**Task prompt**.
The answer is all of the entries below, repeated exactly and free of pictures.
Available data START
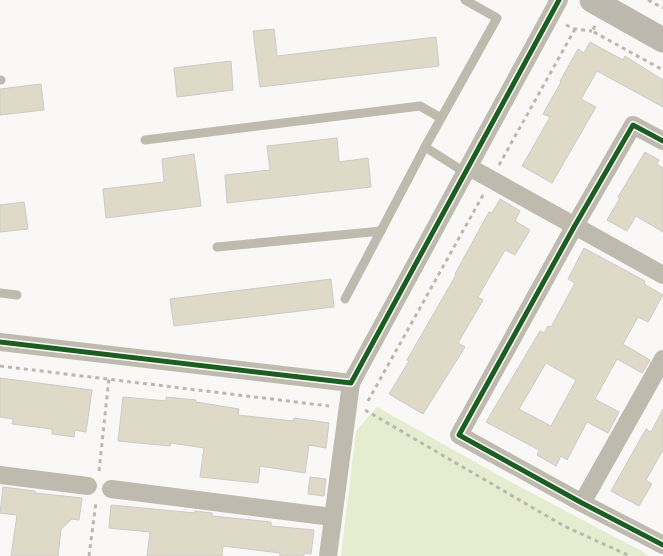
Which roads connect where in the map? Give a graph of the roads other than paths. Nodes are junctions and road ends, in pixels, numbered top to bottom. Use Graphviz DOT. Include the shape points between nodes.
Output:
graph roads {
  1 [pos="465,0"];
  2 [pos="560,0"];
  3 [pos="592,0"];
  4 [pos="663,40"];
  5 [pos="441,118"];
  6 [pos="145,140"];
  7 [pos="663,141"];
  8 [pos="426,147"];
  9 [pos="468,170"];
  10 [pos="574,227"];
  11 [pos="381,231"];
  12 [pos="217,247"];
  13 [pos="663,275"];
  14 [pos="0,293"];
  15 [pos="17,295"];
  16 [pos="345,299"];
  17 [pos="0,342"];
  18 [pos="663,359"];
  19 [pos="351,383"];
  20 [pos="0,475"];
  21 [pos="582,503"];
  22 [pos="332,517"];
  23 [pos="663,545"];
  24 [pos="328,556"];
  1 -- 5 [label="lane" via="497,18"];
  2 -- 9 [label="street"];
  3 -- 4 [label="street"];
  5 -- 6 [label="lane" via="420,106"];
  5 -- 8 [label="lane"];
  7 -- 10 [label="street" via="633,125"];
  8 -- 9 [label="lane"];
  8 -- 11 [label="lane"];
  9 -- 10 [label="street"];
  9 -- 19 [label="street"];
  10 -- 13 [label="street"];
  10 -- 21 [label="street" via="459,435"];
  11 -- 12 [label="lane"];
  11 -- 16 [label="lane"];
  14 -- 15 [label="lane"];
  17 -- 19 [label="street"];
  18 -- 21 [label="street"];
  19 -- 22 [label="street"];
  20 -- 22 [label="street"];
  21 -- 23 [label="street"];
  22 -- 24 [label="street"];
}
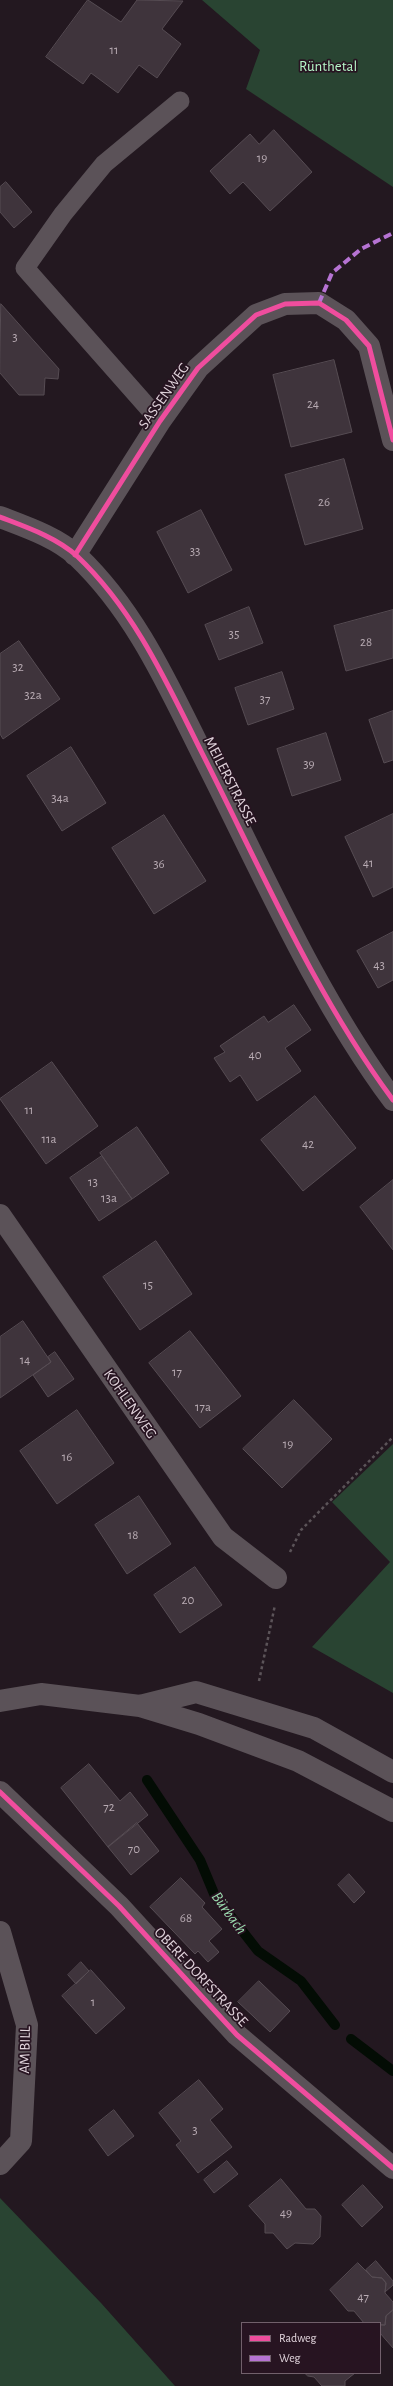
Available data END
**Solved problem**.
Which roads connect where in the map? Give a graph of the roads other than paths. Nodes are junctions and road ends, in pixels, numbered top to bottom. Use Graphviz DOT. Include the shape points between nodes.
Output:
graph roads {
  1 [pos="465,0"];
  2 [pos="560,0"];
  3 [pos="592,0"];
  4 [pos="663,40"];
  5 [pos="441,118"];
  6 [pos="145,140"];
  7 [pos="663,141"];
  8 [pos="426,147"];
  9 [pos="468,170"];
  10 [pos="574,227"];
  11 [pos="381,231"];
  12 [pos="217,247"];
  13 [pos="663,275"];
  14 [pos="0,293"];
  15 [pos="17,295"];
  16 [pos="345,299"];
  17 [pos="0,342"];
  18 [pos="663,359"];
  19 [pos="351,383"];
  20 [pos="0,475"];
  21 [pos="582,503"];
  22 [pos="332,517"];
  23 [pos="663,545"];
  24 [pos="328,556"];
  1 -- 5 [label="lane" via="497,18"];
  2 -- 9 [label="street"];
  3 -- 4 [label="street"];
  5 -- 6 [label="lane" via="420,106"];
  5 -- 8 [label="lane"];
  7 -- 10 [label="street" via="633,125"];
  8 -- 9 [label="lane"];
  8 -- 11 [label="lane"];
  9 -- 10 [label="street"];
  9 -- 19 [label="street"];
  10 -- 13 [label="street"];
  10 -- 21 [label="street" via="459,435"];
  11 -- 12 [label="lane"];
  11 -- 16 [label="lane"];
  14 -- 15 [label="lane"];
  17 -- 19 [label="street"];
  18 -- 21 [label="street"];
  19 -- 22 [label="street"];
  20 -- 22 [label="street"];
  21 -- 23 [label="street"];
  22 -- 24 [label="street"];
}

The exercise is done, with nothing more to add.